▼

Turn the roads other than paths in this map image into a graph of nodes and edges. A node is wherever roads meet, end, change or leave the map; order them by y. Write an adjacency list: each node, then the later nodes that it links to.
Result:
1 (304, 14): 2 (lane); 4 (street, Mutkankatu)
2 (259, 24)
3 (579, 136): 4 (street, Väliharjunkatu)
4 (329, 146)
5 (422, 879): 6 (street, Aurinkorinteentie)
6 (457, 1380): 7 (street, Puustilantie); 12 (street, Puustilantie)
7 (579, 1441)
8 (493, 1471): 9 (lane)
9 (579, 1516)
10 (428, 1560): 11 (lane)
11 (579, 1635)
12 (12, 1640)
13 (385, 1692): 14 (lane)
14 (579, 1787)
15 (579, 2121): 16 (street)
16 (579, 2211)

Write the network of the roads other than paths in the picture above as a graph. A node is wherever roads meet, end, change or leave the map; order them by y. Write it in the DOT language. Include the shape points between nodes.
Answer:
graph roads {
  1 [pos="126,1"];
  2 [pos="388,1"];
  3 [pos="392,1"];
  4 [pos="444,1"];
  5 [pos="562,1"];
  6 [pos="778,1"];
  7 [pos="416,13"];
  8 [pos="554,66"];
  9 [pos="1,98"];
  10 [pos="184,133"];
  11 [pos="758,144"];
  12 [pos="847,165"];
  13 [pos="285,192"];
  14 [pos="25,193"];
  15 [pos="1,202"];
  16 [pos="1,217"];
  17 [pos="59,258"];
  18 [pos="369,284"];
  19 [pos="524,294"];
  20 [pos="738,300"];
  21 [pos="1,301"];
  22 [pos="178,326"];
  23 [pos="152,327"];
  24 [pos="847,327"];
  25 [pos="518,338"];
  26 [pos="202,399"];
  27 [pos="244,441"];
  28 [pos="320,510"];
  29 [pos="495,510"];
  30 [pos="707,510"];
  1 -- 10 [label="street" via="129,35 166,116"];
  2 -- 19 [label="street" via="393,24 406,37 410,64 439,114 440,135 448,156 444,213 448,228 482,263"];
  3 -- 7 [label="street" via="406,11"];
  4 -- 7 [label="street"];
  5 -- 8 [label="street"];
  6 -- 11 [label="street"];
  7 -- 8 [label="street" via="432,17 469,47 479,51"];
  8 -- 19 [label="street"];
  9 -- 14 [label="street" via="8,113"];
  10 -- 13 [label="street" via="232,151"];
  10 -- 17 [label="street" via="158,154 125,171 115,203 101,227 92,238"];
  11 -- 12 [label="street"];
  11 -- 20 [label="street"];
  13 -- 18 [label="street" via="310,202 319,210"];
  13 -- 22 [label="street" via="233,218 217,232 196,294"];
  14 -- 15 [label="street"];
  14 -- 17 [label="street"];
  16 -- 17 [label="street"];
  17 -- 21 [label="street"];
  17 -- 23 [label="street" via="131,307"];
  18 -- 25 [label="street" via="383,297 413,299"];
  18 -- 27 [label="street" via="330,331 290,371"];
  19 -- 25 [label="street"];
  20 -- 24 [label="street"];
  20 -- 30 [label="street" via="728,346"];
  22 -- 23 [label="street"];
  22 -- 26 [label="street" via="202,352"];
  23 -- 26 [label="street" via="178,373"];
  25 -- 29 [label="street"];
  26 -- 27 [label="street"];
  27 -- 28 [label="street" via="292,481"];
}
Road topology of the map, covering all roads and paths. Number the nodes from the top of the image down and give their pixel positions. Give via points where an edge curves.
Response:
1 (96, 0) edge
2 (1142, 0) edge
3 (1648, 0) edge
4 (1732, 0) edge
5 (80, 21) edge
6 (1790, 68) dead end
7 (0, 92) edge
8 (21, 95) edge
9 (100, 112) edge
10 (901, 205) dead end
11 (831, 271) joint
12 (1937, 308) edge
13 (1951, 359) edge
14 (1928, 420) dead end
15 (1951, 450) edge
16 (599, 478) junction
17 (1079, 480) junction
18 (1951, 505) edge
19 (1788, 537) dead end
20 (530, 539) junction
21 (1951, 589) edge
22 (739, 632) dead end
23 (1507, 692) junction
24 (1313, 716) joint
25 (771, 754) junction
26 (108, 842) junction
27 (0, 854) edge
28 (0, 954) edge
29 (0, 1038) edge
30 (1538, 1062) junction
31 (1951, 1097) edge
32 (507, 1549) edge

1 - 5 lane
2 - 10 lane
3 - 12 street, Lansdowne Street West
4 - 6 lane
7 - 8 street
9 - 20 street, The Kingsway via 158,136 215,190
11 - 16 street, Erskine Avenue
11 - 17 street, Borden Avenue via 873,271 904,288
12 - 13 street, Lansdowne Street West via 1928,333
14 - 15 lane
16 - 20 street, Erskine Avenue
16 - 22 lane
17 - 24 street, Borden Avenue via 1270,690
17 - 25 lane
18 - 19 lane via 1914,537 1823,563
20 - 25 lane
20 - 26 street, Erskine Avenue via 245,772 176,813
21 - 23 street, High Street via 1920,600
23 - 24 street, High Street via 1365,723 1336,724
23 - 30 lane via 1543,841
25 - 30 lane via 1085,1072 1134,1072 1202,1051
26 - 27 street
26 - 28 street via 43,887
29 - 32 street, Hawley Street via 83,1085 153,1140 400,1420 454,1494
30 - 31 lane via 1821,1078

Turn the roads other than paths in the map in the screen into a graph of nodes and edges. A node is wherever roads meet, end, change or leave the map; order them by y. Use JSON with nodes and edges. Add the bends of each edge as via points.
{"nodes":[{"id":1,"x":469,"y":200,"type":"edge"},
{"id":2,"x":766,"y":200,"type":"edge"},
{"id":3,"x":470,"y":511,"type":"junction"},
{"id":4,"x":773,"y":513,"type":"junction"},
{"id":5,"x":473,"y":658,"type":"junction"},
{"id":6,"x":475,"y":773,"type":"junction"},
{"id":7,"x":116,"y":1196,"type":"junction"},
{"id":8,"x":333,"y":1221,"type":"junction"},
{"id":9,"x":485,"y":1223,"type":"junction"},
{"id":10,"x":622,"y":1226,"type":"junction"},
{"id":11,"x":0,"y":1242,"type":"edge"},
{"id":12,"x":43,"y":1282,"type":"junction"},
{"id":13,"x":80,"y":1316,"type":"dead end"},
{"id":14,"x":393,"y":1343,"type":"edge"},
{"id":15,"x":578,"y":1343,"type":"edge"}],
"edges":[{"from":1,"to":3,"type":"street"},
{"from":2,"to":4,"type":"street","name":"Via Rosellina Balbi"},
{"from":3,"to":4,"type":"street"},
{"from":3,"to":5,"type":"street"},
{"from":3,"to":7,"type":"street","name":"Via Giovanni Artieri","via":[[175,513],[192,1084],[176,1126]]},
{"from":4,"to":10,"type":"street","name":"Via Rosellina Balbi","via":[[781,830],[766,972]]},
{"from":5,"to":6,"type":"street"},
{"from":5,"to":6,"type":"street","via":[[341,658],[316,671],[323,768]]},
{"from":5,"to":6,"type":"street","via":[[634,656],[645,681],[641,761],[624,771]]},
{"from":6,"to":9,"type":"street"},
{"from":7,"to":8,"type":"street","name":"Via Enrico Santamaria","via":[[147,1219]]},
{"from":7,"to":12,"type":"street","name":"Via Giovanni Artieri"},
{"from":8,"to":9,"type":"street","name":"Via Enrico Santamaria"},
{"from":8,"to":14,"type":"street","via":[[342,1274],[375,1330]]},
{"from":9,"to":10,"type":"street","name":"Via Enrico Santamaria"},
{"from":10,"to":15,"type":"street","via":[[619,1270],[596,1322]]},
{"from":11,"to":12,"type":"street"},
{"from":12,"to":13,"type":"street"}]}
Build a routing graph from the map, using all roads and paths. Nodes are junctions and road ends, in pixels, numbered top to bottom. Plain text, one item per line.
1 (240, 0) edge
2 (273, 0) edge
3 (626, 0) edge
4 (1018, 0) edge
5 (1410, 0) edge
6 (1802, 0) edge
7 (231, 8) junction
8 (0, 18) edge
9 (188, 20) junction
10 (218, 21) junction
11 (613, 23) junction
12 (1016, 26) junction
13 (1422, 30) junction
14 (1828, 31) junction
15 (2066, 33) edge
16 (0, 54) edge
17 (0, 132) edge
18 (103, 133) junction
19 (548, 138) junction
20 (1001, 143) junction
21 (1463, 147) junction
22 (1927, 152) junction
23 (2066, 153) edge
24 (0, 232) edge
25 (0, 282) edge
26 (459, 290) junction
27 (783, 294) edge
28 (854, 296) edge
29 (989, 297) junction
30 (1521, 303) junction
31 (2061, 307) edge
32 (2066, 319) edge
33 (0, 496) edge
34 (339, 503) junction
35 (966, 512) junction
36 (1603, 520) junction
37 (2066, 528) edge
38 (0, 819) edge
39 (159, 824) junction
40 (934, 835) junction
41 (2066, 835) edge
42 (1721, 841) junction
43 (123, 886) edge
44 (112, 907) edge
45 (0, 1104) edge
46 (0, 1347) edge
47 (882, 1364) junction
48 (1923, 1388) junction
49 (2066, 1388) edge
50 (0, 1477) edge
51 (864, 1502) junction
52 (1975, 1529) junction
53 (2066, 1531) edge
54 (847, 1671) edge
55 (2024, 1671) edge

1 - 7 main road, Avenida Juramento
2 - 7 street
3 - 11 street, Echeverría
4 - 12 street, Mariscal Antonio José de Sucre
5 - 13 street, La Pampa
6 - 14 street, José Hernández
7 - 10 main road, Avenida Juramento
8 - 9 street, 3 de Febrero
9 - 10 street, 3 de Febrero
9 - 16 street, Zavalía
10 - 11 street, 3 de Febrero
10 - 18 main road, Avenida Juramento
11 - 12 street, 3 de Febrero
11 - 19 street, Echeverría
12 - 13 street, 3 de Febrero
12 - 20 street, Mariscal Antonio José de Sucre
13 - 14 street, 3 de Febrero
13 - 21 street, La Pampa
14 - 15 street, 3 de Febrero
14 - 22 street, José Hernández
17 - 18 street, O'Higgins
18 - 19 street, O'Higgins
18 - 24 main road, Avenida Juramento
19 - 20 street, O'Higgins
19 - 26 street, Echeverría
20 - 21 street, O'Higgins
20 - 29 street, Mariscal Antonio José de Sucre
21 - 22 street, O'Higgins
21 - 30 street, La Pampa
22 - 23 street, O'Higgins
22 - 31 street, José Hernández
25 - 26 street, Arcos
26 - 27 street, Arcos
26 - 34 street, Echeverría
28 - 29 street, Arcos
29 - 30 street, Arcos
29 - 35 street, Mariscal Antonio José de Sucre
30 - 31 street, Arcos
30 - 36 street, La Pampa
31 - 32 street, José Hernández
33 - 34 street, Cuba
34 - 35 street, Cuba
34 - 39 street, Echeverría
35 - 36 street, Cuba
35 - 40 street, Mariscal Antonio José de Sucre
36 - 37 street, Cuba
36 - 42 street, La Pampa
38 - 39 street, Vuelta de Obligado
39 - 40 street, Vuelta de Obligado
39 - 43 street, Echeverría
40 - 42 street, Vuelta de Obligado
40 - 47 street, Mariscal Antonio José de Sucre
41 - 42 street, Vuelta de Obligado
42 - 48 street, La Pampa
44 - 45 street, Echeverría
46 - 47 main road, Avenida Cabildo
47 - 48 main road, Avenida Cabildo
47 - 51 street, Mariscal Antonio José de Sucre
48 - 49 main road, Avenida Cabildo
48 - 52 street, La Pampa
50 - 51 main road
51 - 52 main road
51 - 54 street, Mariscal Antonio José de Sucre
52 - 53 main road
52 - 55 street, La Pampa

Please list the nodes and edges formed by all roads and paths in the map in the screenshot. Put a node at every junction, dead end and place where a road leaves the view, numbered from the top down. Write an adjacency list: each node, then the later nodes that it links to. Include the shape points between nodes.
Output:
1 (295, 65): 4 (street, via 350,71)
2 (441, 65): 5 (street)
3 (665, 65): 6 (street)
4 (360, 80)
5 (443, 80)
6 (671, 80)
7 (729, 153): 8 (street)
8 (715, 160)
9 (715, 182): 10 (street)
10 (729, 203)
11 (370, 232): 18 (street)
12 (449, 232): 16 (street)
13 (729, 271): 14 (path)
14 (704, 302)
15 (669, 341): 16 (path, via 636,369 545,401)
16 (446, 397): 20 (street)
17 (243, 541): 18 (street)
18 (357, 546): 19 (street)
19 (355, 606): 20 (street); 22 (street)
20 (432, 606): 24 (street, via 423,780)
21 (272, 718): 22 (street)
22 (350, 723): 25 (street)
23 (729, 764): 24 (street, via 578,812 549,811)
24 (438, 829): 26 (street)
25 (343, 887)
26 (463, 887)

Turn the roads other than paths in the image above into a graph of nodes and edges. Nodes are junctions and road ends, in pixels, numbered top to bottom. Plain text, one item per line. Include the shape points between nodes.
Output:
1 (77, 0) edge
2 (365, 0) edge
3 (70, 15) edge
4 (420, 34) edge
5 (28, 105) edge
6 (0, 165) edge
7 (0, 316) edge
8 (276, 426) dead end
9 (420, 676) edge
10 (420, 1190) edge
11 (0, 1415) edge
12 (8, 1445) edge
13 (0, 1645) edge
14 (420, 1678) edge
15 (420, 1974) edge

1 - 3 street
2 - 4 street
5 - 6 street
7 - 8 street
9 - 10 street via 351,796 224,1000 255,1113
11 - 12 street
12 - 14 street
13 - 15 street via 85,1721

▲

- [Task instructions]: Output should match, line for line, the stretch of the material above from the line holding "Please list the" through the line holding "Turn the roads other than paths in the image".

- [Solution to this exercise]:
Please list the nodes and edges formed by all roads and paths in the map in the screenshot. Put a node at every junction, dead end and place where a road leaves the view, numbered from the top down. Write an adjacency list: each node, then the later nodes that it links to. Include the shape points between nodes.
Output:
1 (295, 65): 4 (street, via 350,71)
2 (441, 65): 5 (street)
3 (665, 65): 6 (street)
4 (360, 80)
5 (443, 80)
6 (671, 80)
7 (729, 153): 8 (street)
8 (715, 160)
9 (715, 182): 10 (street)
10 (729, 203)
11 (370, 232): 18 (street)
12 (449, 232): 16 (street)
13 (729, 271): 14 (path)
14 (704, 302)
15 (669, 341): 16 (path, via 636,369 545,401)
16 (446, 397): 20 (street)
17 (243, 541): 18 (street)
18 (357, 546): 19 (street)
19 (355, 606): 20 (street); 22 (street)
20 (432, 606): 24 (street, via 423,780)
21 (272, 718): 22 (street)
22 (350, 723): 25 (street)
23 (729, 764): 24 (street, via 578,812 549,811)
24 (438, 829): 26 (street)
25 (343, 887)
26 (463, 887)

Turn the roads other than paths in the image above into a graph of nodes and edges. Nodes are junctions and road ends, in pixels, numbered top to bottom. Plain text, one item per line. Include the shape points between nodes.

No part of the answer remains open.